Currently, it is not possible to predict how much a patient will benefit from operative laparoscopy, or any other surgical treatment for endometriosis (see below). The effectiveness of surgery depends on a variety of factors, however, a key factor is the level of expertise of the surgeon(s) completing the surgery. Where possible, patients should advocate for surgery by excision specialists or for treatment at an endometriosis specialist centre, as they will be more knowledgeable about the disease than general gynaecologists.
What other surgical procedures are used to treat endometriosis?

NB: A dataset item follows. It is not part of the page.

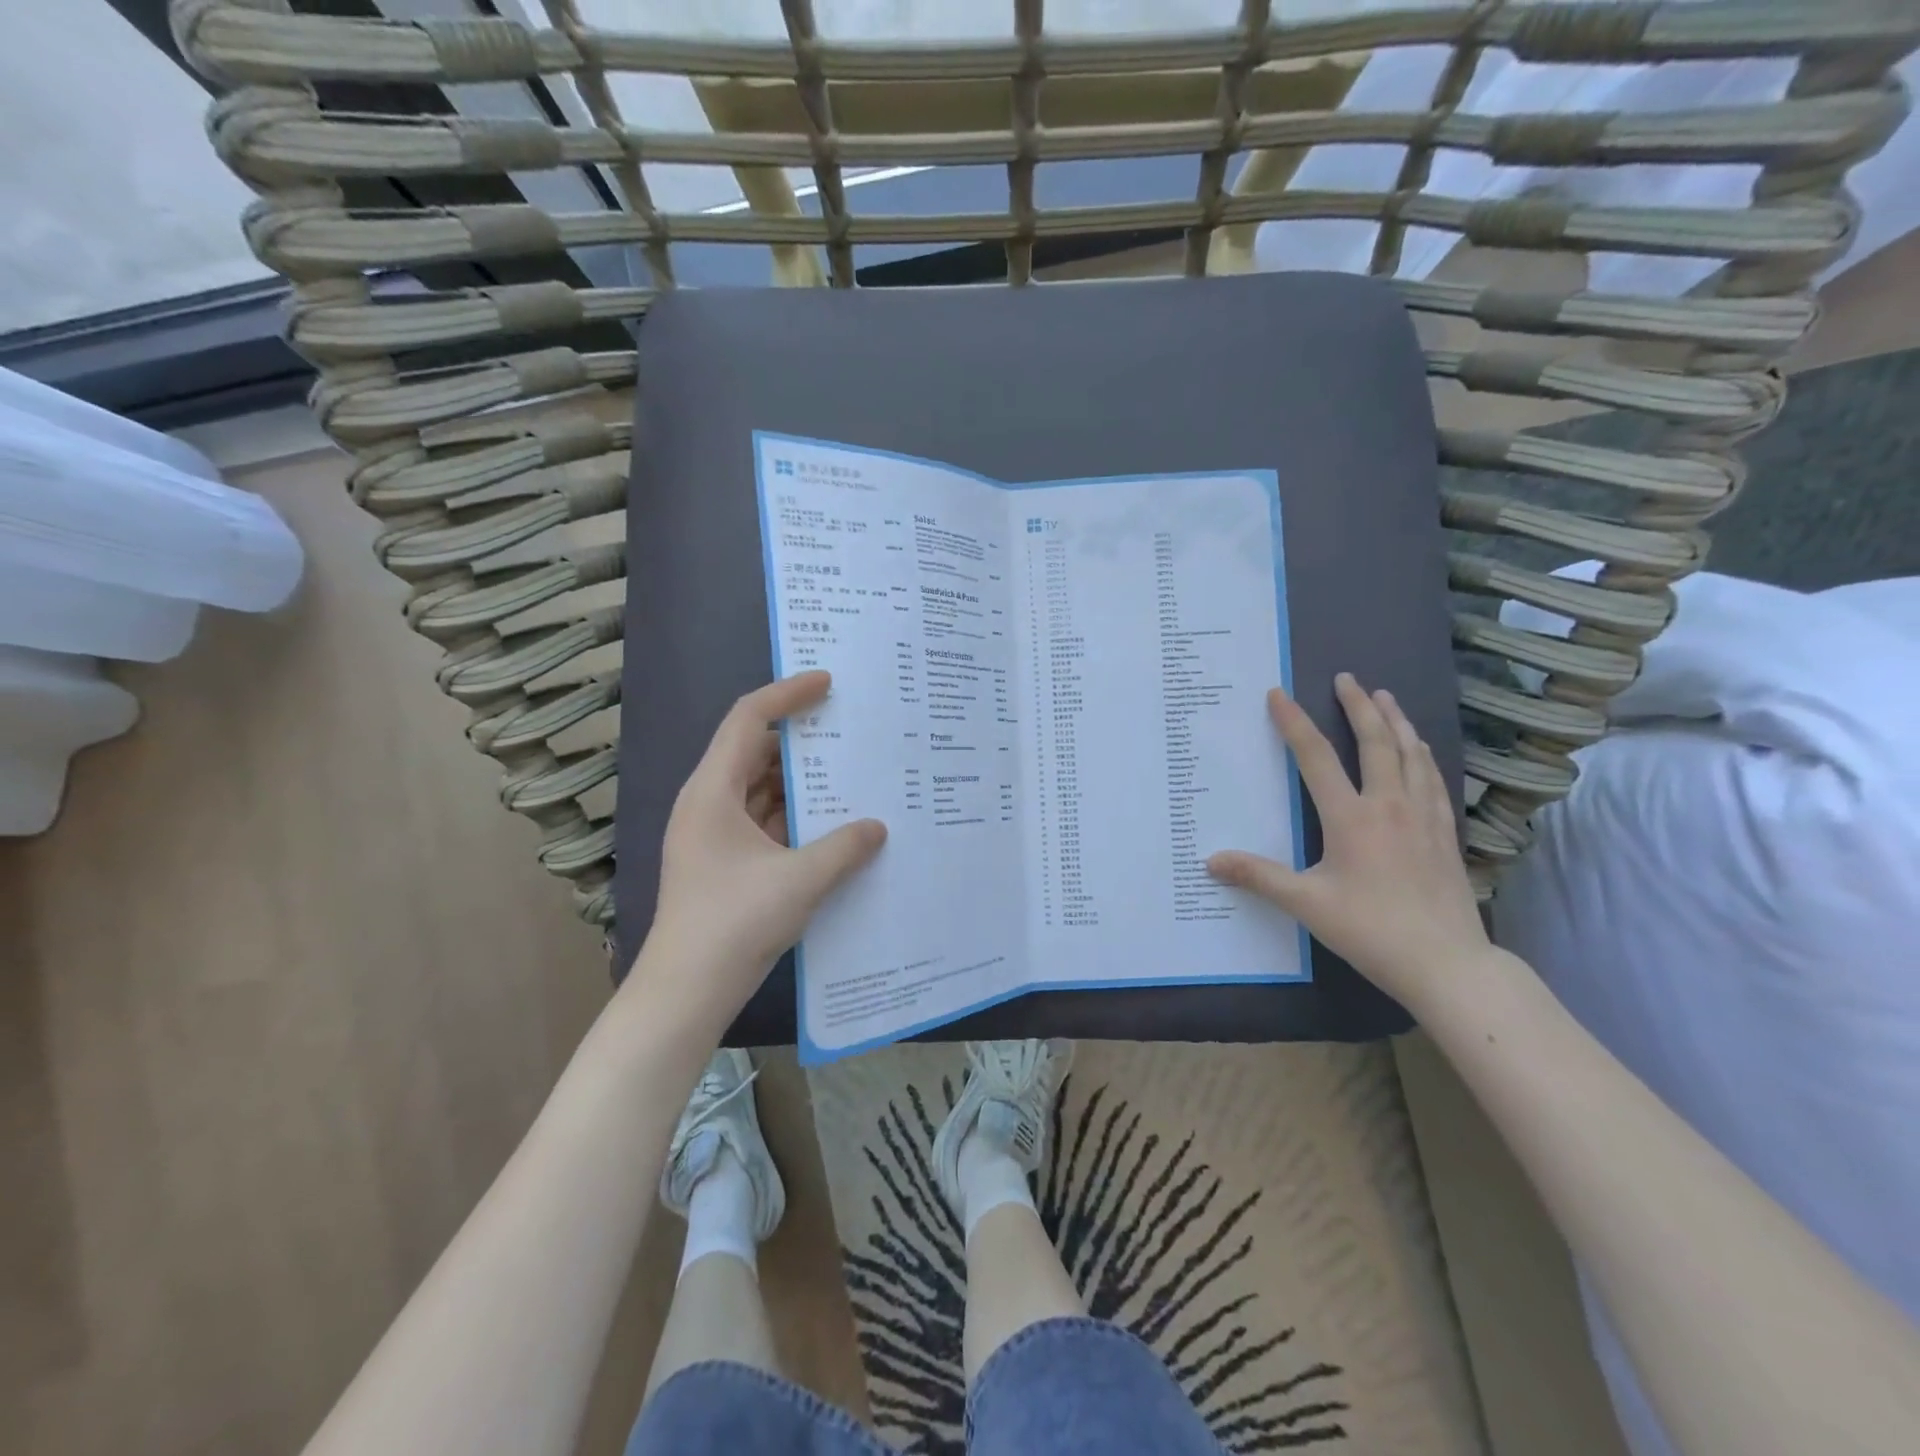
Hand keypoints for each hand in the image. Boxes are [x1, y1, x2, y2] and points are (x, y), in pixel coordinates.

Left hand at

If symptoms persist after excision or ablation and quality of life worsens, some patients may consider further surgery, such as:
- Hysterectomy: This procedure involves the removal of the uterus through the abdomen, or through the vagina. A Sub-Total Hysterectomy refers to the surgical removal of the uterus while leaving the cervix intact, whereas a Total Hysterectomy refers to the removal of the uterus and the cervix. The decision to have a hysterectomy is a very personal choice, and should only be done after a weighing up the risks and benefits identified from books, articles and personal accounts from women with endometriosis, in combination with your own personal wishes.
- Oophorectomy: This refers to the removal of an ovary. The surgical removal of both ovaries is referred to as a ‘bilateral oophorectomy’, and results in instant menopause that cannot be reversed.
- Salpingo-oophorectomy: This refers to the removal of an ovary and a fallopian tube.
- Laparoscopic Uterine Nerve Ablation (LUNA)/Presacral Neurectomy (PSN): These procedures aim to relieve pain from enodmetroisis and/or painful periods (dysmenorrhea) by cutting the nerves around the uterus to prevent pain signals from the uterus reaching the brain. LUNA targets nerves in or around the uterosacral ligament defin, where as PSN targets presacral nerves of the uterus, cervix and fallopian tubes. These procuedures are normally carried as the final stage of laparoscopic surgery. Unfortunately, a research study from 2007 found that LUNA did not provide better pain relief than laparoscopy alone. A more recent study is needed provide a more recent update.
Your body, your choice.
Remember, it’s your body: you are the only one who can live in it, so you should be able to have the final say on the choices that affect you and your body. A major part of self-advocacy is standing up for yourself when your needs and concerns are not being met. If you ever feel as though a clinician you interact with does not respect and listen to your concerns, please find another one who will.